Big data modeling should be based on business understanding of business knowledge, and it is necessary to know what the relationship between these related data and business problems is and how to relate them. In the final forming stage, it is necessary to use business knowledge to model, and the established big data model must pass the question and answer of business questions.

Big data modeling is not only an action of modeling, but also many links in the whole process are very important. In the process of modeling big data, finding a suitable data source is the key point, but it is difficult to preprocess the data source. Although there are many automatic data processing tools available now, these analysis tools and various analysis methods have been explored for a long time.

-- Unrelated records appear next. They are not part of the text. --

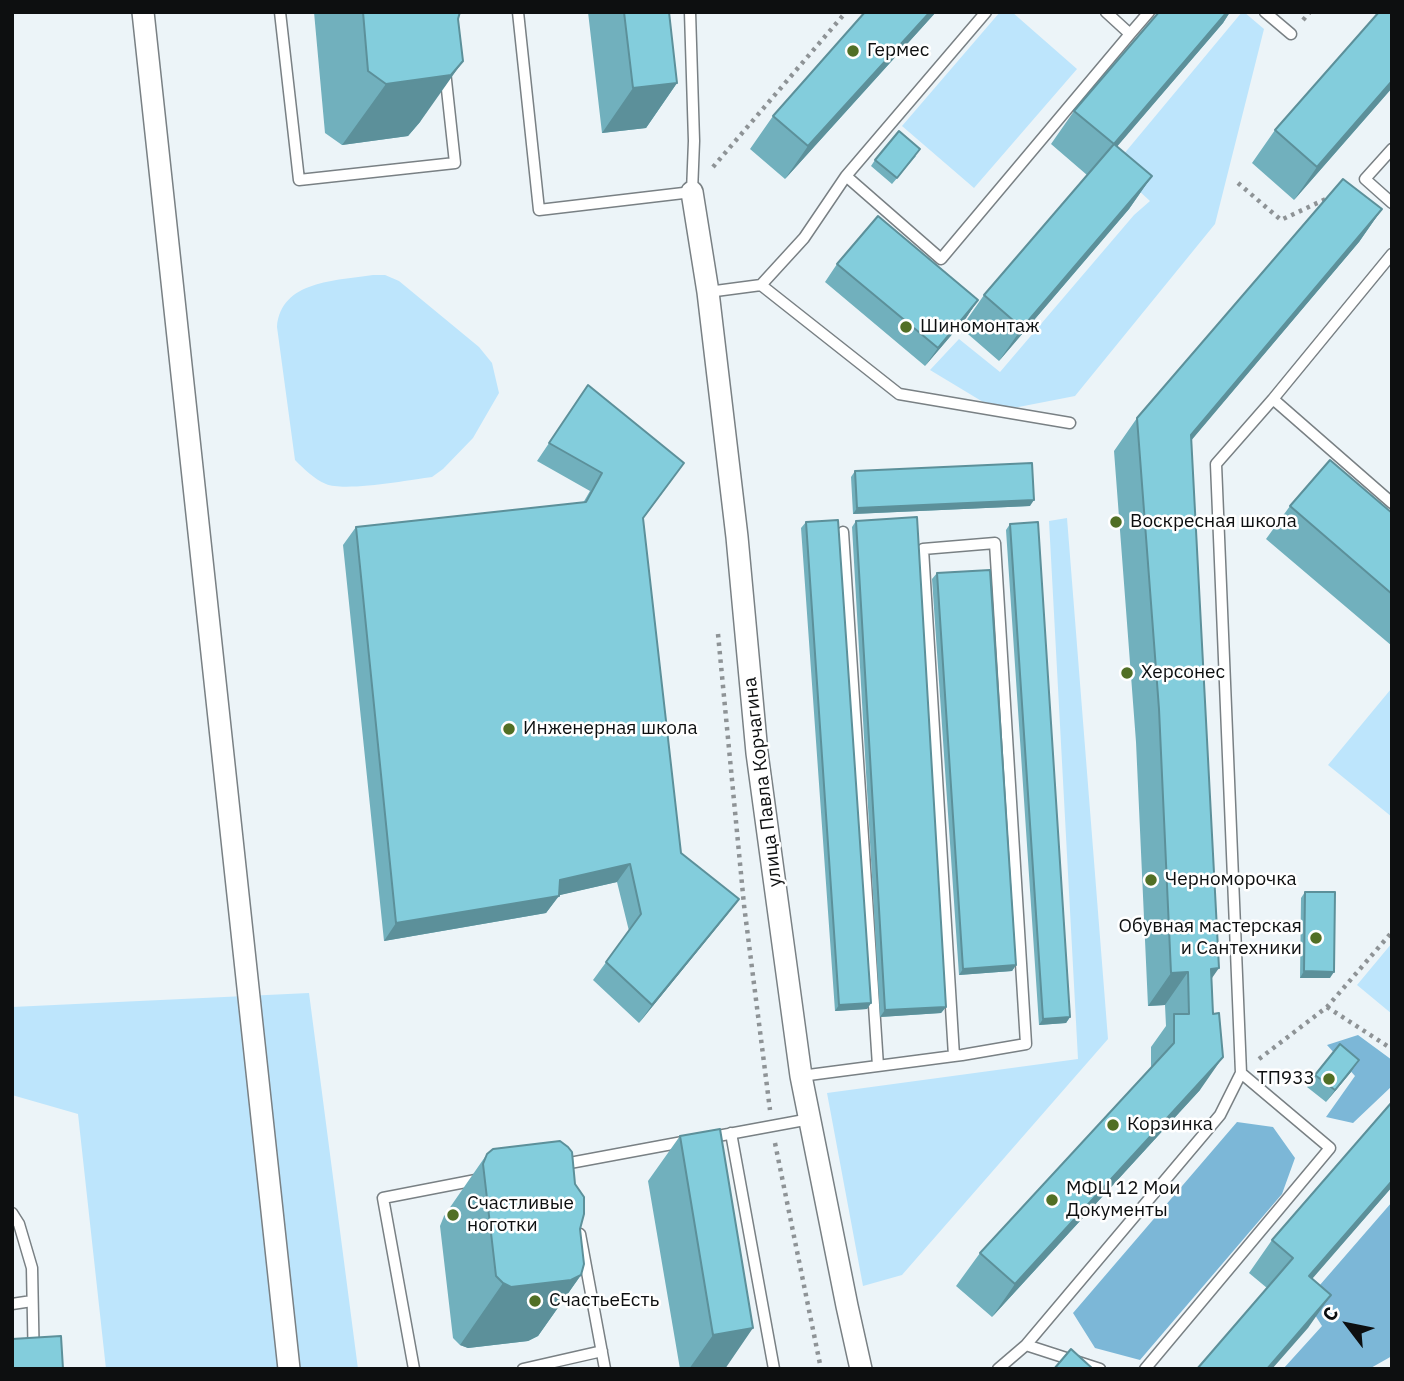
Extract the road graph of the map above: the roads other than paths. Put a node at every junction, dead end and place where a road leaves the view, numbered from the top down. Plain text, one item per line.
1 (143, 12) edge
2 (280, 12) edge
3 (518, 12) edge
4 (690, 12) edge
5 (986, 12) edge
6 (1106, 12) edge
7 (1149, 12) edge
8 (1265, 12) edge
9 (1130, 34) junction
10 (1291, 34) dead end
11 (443, 53) edge
12 (1392, 149) edge
13 (846, 176) junction
14 (692, 192) junction
15 (1392, 203) edge
16 (1392, 254) edge
17 (761, 285) junction
18 (709, 292) junction
19 (1273, 399) junction
20 (1069, 424) dead end
21 (1392, 503) edge
22 (842, 532) edge
23 (954, 1056) junction
24 (878, 1066) junction
25 (1241, 1073) junction
26 (802, 1076) junction
27 (810, 1119) junction
28 (731, 1133) junction
29 (566, 1164) junction
30 (553, 1166) edge
31 (569, 1177) edge
32 (488, 1178) edge
33 (12, 1213) edge
34 (576, 1217) edge
35 (32, 1301) junction
36 (12, 1304) edge
37 (1026, 1345) junction
38 (602, 1351) junction
39 (34, 1369) edge
40 (289, 1369) edge
41 (414, 1369) edge
42 (523, 1369) edge
43 (605, 1369) edge
44 (774, 1369) edge
45 (861, 1369) edge
46 (998, 1369) edge
47 (1100, 1369) edge
48 (1144, 1369) edge

1 - 40 street
2 - 11 lane
3 - 14 lane
4 - 14 lane
5 - 13 lane
6 - 9 lane
7 - 9 lane
8 - 10 lane
9 - 13 lane
12 - 15 lane
13 - 17 lane
14 - 18 street, улица Павла Корчагина
16 - 19 lane
17 - 18 lane
17 - 20 lane
18 - 26 street, улица Павла Корчагина
19 - 21 lane
19 - 25 lane
22 - 24 lane
23 - 23 lane
23 - 24 lane
24 - 26 lane
25 - 37 lane
25 - 48 lane
26 - 27 street, улица Павла Корчагина
27 - 28 lane
27 - 45 street, улица Павла Корчагина
28 - 29 lane
28 - 44 lane
29 - 30 lane
29 - 31 lane
32 - 41 lane
33 - 35 lane
34 - 38 lane
35 - 36 lane
35 - 39 lane
37 - 46 lane
37 - 47 lane
38 - 42 lane
38 - 43 lane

When modeling big data, don't be anxious in the data preprocessing stage, and find an analysis method suitable for data preprocessing. When modeling big data, we should pay attention to some original patterns of data;

For example, in the process of analyzing customers' purchase behavior, customers' subsequent purchase predictions may be related to previous purchase behaviors. Of course, this process is closely related to the operator's experience, especially after understanding the initial business knowledge, you may have a better understanding of this original model.

A model is established, and many people will make various predictions according to this model. If the prediction is accurate, the model is good and valuable. In fact, this model can not be used as a standard to judge value. A good big data model is to change the behavior of enterprises, improve the behavior of enterprises with the predicted results, and transmit new knowledge and insights. Whether it can adapt to the needs of business development is its yardstick.